If we had only investigated the HRV variables in MVP patients, we would have concluded that cardiac autonomic function was not altered in MVP patients. However, the prognostic value of these indices in patients with MVP remains unclear and conflicting. Moreover, as a univariate predictor, HRV has low sensitivity and low positive predictive accuracy.5

In 1999, Schmidt et al. introduced into electrocardiology a new non-invasive sudden death risk factor called heart rate turbulence, which is a physiological, biphasic reaction with early acceleration and subsequent deceleration of sinus rhythm in response to a premature ventricular complex. Heart rate turbulence is believed to reflect baroreflex sensitivity. It was shown in retrospective and prospective studies that HRT is an independent and powerful predictor of mortality after myocardial infarction, with greater predictive power than HRV.11,12,34 But, no study has been published yet in the English literature, which investigated HRT variables in MVP patients.

In the present study, HRT onset, HRT slope, and the number of patients who had abnormal HRT were significantly different in MVP patients from controls, although the HRV parameters were similar in MVP patients and controls. Also, mean HRT onset and HRT slope were significantly lower and the number of patients with abnormal HRT onset was significantly higher, when the patients in the classic MVP subgroup were compared with controls. However, HRT variables of non-classical MVP patients were not significantly different from controls (Table 4).

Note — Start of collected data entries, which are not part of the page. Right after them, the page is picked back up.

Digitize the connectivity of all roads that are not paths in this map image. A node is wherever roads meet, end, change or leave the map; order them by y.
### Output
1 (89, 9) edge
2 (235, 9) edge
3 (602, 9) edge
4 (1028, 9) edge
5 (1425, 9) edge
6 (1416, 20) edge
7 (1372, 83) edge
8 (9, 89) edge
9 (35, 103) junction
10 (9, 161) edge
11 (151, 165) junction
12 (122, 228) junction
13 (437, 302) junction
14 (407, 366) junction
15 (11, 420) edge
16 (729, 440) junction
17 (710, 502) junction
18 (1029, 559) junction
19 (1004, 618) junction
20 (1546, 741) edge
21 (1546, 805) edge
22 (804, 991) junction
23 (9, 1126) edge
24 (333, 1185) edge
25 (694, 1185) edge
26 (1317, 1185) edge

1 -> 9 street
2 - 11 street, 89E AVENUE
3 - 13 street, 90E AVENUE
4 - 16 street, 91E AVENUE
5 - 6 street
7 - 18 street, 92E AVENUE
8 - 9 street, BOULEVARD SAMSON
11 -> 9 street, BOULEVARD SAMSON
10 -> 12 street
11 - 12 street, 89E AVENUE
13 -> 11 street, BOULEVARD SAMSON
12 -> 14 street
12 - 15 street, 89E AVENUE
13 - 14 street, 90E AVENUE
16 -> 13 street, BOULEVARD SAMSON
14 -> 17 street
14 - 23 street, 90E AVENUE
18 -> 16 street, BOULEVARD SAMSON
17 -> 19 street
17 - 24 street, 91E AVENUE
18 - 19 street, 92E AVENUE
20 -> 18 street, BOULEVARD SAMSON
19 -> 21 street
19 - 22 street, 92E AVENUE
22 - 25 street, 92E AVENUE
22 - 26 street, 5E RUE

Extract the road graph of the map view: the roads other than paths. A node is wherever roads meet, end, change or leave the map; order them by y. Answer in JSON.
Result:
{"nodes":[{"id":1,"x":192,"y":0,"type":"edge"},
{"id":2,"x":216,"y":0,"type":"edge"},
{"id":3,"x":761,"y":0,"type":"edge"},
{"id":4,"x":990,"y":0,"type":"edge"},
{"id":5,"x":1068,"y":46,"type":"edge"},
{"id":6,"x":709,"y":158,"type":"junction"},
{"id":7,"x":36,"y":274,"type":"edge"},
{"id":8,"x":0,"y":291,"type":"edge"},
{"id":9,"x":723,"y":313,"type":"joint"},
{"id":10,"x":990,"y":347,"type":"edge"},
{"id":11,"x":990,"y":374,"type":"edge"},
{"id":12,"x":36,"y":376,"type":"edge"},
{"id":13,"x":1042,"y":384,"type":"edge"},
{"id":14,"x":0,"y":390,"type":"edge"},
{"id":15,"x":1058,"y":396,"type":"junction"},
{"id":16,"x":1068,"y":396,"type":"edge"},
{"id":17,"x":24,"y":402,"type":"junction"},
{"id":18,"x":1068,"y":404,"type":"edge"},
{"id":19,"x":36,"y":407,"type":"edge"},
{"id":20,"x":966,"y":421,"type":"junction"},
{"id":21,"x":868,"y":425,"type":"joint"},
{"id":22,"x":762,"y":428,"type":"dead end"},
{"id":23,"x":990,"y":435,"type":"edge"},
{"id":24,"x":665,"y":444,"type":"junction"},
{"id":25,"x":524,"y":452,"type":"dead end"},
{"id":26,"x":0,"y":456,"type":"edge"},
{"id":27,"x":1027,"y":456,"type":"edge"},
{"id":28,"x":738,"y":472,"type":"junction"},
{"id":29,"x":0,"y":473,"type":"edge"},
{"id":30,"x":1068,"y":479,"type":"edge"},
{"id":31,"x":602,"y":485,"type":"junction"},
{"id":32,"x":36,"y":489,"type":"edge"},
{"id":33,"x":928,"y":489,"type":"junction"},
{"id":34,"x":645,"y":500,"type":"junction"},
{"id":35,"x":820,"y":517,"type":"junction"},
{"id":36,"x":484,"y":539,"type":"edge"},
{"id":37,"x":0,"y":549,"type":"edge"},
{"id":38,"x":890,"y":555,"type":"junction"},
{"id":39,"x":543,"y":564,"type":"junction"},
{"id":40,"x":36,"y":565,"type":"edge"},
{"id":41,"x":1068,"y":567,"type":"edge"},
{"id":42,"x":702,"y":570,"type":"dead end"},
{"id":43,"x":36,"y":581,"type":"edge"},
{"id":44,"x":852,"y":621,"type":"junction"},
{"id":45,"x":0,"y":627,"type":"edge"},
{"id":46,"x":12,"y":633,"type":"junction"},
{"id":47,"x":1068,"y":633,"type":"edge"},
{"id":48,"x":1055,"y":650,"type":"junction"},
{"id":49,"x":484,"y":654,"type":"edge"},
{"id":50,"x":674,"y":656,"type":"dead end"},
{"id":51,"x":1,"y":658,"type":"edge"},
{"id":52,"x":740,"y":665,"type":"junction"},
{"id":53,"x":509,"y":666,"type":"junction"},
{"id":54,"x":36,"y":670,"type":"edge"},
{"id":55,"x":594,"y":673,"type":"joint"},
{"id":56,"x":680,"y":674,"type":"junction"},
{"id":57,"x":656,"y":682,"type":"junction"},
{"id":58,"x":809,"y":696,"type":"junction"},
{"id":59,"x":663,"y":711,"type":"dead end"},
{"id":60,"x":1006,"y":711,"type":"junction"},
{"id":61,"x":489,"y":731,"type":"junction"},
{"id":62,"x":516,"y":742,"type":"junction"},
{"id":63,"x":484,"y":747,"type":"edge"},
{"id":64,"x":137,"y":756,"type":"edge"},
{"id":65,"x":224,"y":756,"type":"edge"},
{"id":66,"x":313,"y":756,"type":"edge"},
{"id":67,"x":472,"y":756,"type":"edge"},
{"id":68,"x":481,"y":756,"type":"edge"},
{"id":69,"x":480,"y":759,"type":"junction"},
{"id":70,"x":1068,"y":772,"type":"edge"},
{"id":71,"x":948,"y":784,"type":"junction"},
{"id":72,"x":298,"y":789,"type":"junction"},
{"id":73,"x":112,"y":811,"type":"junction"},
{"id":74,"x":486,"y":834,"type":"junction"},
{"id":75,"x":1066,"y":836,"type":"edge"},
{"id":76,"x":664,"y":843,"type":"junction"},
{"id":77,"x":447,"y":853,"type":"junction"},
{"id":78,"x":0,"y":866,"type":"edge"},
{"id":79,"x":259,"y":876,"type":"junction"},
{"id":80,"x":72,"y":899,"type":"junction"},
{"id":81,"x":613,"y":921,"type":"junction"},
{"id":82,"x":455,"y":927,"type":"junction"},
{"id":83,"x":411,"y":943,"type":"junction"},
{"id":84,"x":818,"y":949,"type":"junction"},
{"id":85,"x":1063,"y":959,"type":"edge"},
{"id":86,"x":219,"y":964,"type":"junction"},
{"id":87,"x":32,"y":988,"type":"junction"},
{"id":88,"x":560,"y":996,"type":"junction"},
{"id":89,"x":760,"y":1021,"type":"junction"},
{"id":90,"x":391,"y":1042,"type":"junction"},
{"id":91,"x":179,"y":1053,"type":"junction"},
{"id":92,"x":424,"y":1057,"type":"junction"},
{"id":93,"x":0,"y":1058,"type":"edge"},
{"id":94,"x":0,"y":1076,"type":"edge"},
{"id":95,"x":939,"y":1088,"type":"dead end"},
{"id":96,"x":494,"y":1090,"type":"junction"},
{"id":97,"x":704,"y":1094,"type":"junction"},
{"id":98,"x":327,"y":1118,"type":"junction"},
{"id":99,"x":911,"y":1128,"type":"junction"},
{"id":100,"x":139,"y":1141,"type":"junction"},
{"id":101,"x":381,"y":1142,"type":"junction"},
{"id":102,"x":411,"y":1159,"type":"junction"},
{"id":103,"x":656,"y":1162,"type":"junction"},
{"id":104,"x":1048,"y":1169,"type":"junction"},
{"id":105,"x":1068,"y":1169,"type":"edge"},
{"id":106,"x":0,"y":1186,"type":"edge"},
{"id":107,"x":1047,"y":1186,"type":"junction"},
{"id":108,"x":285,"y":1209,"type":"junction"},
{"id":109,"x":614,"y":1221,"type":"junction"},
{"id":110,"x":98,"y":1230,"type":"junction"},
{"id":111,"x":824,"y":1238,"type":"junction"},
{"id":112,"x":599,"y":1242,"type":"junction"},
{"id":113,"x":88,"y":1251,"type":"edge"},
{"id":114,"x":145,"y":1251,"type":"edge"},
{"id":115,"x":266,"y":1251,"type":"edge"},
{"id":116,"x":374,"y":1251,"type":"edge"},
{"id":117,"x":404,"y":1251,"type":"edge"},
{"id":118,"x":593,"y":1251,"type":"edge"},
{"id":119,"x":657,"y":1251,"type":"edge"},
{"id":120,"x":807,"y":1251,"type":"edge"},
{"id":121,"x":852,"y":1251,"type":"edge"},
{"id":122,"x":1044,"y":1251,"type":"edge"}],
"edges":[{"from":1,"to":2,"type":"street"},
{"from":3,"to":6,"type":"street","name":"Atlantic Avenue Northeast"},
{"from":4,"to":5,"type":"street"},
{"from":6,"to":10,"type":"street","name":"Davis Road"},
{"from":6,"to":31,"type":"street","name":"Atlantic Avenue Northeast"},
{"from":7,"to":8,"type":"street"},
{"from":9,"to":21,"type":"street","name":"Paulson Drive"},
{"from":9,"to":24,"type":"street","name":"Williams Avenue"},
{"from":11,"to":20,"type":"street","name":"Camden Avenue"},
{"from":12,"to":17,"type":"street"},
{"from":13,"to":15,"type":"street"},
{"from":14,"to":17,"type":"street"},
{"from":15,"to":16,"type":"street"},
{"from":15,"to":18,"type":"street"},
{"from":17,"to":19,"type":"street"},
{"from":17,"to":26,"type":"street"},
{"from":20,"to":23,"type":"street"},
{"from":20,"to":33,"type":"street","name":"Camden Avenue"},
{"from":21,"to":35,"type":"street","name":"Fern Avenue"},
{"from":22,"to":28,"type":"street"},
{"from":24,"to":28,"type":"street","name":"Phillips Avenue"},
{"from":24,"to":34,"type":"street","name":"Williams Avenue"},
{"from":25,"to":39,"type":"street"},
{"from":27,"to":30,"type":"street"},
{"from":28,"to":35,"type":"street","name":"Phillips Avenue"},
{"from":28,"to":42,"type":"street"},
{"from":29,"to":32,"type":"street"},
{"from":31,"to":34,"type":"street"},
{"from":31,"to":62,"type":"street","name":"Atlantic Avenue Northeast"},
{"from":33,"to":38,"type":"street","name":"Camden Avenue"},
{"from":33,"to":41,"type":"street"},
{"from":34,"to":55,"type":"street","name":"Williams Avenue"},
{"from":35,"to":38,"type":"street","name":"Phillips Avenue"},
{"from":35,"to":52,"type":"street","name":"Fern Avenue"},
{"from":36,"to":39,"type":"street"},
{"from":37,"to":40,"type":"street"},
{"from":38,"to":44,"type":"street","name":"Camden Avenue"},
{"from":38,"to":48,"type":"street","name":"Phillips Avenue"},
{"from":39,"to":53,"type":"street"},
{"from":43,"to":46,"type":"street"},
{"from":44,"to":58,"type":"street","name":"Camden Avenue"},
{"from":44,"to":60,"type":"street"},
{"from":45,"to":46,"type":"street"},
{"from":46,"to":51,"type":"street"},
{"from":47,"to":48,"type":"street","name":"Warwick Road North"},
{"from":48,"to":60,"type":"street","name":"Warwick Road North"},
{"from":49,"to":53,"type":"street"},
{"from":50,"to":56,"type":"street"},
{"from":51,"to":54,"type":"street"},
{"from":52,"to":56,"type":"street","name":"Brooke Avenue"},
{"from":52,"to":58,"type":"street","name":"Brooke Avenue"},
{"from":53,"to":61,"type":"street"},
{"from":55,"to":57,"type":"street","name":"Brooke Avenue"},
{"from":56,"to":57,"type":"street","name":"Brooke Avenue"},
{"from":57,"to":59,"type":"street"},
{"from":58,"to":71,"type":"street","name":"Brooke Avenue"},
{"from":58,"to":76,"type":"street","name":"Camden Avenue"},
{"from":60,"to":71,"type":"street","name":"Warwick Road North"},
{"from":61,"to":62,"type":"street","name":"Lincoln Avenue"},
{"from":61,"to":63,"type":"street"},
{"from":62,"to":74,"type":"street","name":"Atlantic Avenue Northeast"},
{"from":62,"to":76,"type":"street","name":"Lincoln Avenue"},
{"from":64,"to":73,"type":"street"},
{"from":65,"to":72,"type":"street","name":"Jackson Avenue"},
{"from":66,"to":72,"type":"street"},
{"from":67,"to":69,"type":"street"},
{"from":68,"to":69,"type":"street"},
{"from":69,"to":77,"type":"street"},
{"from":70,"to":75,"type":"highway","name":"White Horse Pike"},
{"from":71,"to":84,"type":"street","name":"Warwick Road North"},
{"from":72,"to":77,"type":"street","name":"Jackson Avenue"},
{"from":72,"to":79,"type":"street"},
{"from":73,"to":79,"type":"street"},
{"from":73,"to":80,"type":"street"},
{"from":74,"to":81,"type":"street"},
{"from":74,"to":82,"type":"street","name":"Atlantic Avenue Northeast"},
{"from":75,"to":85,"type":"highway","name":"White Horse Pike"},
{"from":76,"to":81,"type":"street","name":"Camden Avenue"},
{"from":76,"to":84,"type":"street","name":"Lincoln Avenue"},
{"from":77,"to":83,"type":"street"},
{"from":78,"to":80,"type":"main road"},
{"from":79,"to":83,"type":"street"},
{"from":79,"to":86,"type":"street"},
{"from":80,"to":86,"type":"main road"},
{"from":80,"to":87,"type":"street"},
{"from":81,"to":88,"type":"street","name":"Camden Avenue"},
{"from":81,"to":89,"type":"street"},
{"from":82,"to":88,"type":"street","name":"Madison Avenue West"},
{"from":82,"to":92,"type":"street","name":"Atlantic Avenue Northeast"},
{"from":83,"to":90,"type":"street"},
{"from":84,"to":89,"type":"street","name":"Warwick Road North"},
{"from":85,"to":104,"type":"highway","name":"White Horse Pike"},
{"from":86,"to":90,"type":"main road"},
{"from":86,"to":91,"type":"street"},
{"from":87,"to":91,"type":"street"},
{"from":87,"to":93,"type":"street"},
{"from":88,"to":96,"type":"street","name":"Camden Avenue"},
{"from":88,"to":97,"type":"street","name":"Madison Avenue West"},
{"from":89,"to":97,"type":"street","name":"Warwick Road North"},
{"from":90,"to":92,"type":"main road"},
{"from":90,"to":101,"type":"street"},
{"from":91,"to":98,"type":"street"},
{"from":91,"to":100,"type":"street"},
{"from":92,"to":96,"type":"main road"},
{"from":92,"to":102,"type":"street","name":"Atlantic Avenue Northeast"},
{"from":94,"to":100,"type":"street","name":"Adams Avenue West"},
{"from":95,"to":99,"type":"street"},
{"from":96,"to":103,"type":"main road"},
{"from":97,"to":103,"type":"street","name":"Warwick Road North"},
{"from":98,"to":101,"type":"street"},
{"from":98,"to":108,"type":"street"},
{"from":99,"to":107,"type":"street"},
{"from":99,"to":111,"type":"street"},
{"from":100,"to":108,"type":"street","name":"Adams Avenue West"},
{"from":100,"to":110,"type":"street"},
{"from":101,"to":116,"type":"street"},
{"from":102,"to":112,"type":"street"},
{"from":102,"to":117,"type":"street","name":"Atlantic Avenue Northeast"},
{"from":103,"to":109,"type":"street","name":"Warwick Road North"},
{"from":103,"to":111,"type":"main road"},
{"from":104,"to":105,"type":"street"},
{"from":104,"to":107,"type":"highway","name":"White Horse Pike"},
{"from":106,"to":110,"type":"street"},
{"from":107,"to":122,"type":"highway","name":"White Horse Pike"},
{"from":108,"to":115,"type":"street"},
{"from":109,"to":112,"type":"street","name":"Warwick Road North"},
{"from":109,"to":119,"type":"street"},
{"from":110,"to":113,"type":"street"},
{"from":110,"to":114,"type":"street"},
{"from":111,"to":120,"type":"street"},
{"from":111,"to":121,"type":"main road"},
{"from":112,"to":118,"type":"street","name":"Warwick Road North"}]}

As is well known, the most common complication of MVP is MR, and patients with MVP, complicated by severe mitral regurgitation, may have an increased risk of sudden death.35–37 We also could not detect any significant differences between HRT variables in the MVP patients who were grouped according to the presence of MR (Table 5), which might be partially explained by most patients having mild MR (56%).

Conclusion

Although we found that HRV parameters were not significantly decreased between MVP patients and controls, HRT variables (especially HRT onset) were significantly decreased in MVP patients. Therefore, in our opinion, HRT is a simple and elegant way of measuring cardiac autonomic function in MVP patients, and measuring HRT is an attractive, easily applicable way of non-invasive risk prediction compared with HRV.

Limitations of the study

This study is a single centre, observational, and non-randomized comparative study; the number of cases included in the study is relatively low and the authors suggest confirmation of the findings and evaluation of the usefulness of HRT in risk stratification of patients in a larger number of MVP patients. Mitral regurgitation was mild (56%) in the majority, which might lead to the insignificant results when compared with patients who did not have MR, as MVP complications were mostly related to the severity of MR.

Heart rate turbulence cannot be measured in subjects without PVCs, as a minimum of 15–20 sinus beats after each PVC and 3–5 beats before the PVC are required for accurate calculation of HRT. Thus, we had to exclude the patients, who did not have any PVCs, from the study.

Because our Holter device (Del Mar Reynolds Pathfinder Holter system) analyses only time-domain parameters, we could not measure frequency domain parameters of HRV. But, it has been stated that each of the 24-hour frequency domain spectral measures has an equivalent time-domain variable, which is highly correlated with it, because both are influenced by the same physiological inputs and because of mathematical relationships.4,5 In addition, we did not examine circadian variation in heart rate and HRV in our study.